[Stored items]
......
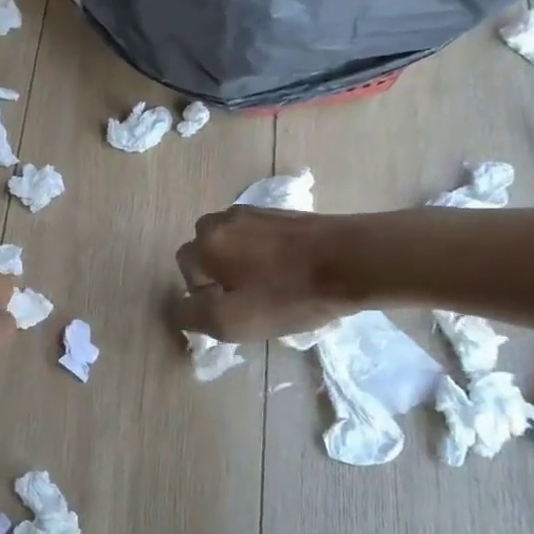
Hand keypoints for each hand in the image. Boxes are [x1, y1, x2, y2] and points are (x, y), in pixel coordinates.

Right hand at [175, 206, 356, 340]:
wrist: (352, 261)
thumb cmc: (287, 294)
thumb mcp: (230, 321)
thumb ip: (191, 315)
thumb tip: (182, 307)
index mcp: (205, 242)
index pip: (186, 272)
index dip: (205, 295)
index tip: (235, 309)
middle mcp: (222, 219)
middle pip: (207, 252)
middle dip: (220, 275)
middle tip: (250, 298)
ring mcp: (255, 212)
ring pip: (234, 244)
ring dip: (244, 264)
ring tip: (274, 286)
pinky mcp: (283, 213)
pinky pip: (261, 238)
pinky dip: (267, 255)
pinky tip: (291, 272)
......
__Work required__
Every line that holds the string "index" must be copied from the records above.

__Response for this exercise__
index mcp: (205, 242)
index pip: (186, 272)
index dip: (205, 295)
index tip: (235, 309)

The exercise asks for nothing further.